I’ve done a bit of research this week. Focus groups, if you will.

“Tell me: What do you have in your closet that you don’t wear, don’t need, don’t use, but you will not part with?”

The answer are broad. And telling. (As all answers should be.)

“My cheerleading uniform from high school.”
“An orange flowered hat box from the 1960s.”
“My Letterman Jacket.”
“A Hawaiian shirt I wore to a wedding on the big island.”
“The dress I left my wedding in.”
“Jeans that show how much weight I’ve lost.”
“Jeans that show how much weight I need to lose.”
“My first pair of running shoes. They remind me where I’ve been.”
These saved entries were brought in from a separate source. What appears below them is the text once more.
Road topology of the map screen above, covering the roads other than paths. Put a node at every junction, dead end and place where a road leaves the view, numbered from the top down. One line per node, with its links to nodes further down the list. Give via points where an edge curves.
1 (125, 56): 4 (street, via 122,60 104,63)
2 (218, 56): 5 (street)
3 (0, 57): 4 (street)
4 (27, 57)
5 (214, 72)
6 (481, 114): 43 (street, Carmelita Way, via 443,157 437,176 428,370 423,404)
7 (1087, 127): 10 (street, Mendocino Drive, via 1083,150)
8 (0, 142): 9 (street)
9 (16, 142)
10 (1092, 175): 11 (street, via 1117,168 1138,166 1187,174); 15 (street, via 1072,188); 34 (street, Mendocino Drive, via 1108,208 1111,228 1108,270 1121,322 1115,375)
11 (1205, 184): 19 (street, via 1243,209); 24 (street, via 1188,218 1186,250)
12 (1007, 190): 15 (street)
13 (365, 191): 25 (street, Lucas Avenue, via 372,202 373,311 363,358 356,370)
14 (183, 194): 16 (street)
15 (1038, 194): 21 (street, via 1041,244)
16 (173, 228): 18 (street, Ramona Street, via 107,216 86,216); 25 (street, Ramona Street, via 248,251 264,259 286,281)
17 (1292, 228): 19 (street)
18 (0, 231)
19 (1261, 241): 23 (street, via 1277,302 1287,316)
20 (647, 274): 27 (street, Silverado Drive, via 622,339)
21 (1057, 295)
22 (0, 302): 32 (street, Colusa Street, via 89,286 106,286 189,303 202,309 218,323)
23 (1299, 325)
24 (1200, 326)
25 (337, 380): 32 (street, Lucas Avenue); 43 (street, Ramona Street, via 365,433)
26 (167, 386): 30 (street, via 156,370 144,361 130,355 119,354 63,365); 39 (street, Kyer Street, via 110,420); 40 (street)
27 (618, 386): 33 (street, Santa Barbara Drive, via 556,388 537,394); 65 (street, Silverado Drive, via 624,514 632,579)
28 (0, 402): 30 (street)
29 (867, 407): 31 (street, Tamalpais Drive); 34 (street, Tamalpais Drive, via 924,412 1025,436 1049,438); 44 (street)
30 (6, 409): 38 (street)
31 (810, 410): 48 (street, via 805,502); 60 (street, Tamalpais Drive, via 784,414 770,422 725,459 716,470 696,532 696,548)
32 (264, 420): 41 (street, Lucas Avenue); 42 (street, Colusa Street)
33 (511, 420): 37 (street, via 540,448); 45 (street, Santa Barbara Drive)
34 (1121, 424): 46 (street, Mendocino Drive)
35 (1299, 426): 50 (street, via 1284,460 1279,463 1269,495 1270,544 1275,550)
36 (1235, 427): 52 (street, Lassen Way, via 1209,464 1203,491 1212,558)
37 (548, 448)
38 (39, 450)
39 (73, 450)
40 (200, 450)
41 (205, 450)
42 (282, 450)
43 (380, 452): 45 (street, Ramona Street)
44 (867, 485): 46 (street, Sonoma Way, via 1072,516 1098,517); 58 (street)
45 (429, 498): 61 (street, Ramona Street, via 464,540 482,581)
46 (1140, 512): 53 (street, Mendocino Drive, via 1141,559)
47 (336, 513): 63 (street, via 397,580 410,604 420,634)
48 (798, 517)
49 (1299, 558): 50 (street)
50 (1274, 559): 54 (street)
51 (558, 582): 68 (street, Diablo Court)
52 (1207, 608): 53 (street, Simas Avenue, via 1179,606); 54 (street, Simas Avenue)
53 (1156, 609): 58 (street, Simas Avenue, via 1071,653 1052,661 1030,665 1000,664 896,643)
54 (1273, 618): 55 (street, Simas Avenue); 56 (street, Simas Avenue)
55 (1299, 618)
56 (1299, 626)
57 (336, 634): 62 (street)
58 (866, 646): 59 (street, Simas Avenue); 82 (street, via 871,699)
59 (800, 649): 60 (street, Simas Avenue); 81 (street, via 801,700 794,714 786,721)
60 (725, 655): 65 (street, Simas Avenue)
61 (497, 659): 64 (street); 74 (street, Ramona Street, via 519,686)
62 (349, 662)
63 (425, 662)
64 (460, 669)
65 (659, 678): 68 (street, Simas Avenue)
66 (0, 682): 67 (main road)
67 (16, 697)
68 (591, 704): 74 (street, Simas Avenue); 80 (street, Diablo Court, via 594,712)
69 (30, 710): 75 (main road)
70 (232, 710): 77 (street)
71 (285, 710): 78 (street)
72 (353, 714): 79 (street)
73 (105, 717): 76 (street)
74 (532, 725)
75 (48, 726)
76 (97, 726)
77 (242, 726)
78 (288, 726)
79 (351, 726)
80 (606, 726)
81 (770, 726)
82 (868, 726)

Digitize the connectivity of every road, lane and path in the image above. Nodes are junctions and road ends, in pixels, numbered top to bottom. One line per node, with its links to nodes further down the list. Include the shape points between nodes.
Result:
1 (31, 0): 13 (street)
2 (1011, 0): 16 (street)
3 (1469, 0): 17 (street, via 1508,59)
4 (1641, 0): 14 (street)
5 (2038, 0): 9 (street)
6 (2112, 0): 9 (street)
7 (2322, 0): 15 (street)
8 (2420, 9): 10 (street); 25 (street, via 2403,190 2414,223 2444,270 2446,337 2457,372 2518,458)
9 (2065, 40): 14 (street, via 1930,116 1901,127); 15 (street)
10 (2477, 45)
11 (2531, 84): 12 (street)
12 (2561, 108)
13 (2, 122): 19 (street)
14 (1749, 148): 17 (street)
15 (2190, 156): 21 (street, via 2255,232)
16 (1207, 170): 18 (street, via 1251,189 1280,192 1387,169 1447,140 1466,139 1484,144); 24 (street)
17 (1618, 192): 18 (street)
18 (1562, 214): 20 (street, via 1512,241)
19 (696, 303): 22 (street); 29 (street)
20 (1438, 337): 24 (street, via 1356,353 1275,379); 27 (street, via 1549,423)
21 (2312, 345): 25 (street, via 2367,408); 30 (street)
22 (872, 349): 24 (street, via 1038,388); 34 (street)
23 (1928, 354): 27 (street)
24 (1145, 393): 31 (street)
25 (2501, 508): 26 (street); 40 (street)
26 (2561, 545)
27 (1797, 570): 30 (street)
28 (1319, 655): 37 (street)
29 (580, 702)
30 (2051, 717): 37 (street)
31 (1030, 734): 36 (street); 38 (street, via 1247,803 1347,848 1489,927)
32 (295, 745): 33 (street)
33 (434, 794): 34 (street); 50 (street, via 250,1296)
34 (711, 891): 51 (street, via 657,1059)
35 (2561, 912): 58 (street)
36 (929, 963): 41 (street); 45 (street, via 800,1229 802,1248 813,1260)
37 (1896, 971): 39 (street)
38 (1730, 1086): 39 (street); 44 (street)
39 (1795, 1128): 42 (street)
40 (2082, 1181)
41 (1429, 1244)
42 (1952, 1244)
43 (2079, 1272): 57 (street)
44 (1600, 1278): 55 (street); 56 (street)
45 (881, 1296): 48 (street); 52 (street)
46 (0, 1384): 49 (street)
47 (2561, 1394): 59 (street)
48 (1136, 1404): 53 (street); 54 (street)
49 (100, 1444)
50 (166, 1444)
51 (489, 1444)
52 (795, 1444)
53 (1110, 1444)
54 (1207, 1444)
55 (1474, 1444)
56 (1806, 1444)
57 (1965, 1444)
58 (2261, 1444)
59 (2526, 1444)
For me, it’s a little black dress. Cap sleeves. Perfect neckline for collarbones. Patent Leather belt around the smallest part of my waist. Lovely upon lovely. And collecting dust.

It’s a size 4. And I’ll never be a size 4 again. (God help us all if I ever decide that’s necessary or attainable.)

Robb bought it for me for my birthday when I turned 31. He kept the toddler boys busy in the Ann Taylor store while I shopped and shopped, while he told me not to look at price tags, and he stayed close to the dressing room to give me his words of affirmation on each item I tried on.

With a simple strand of pearls, I wore the black dress as I spoke at his funeral six months later.

The dress and I will not part. Because that dress is just so much more than a dress.

***

I have driven both ways on I-70 in the last week.

Each time, I have passed the exit to the mountain lake where I scattered Robb’s ashes.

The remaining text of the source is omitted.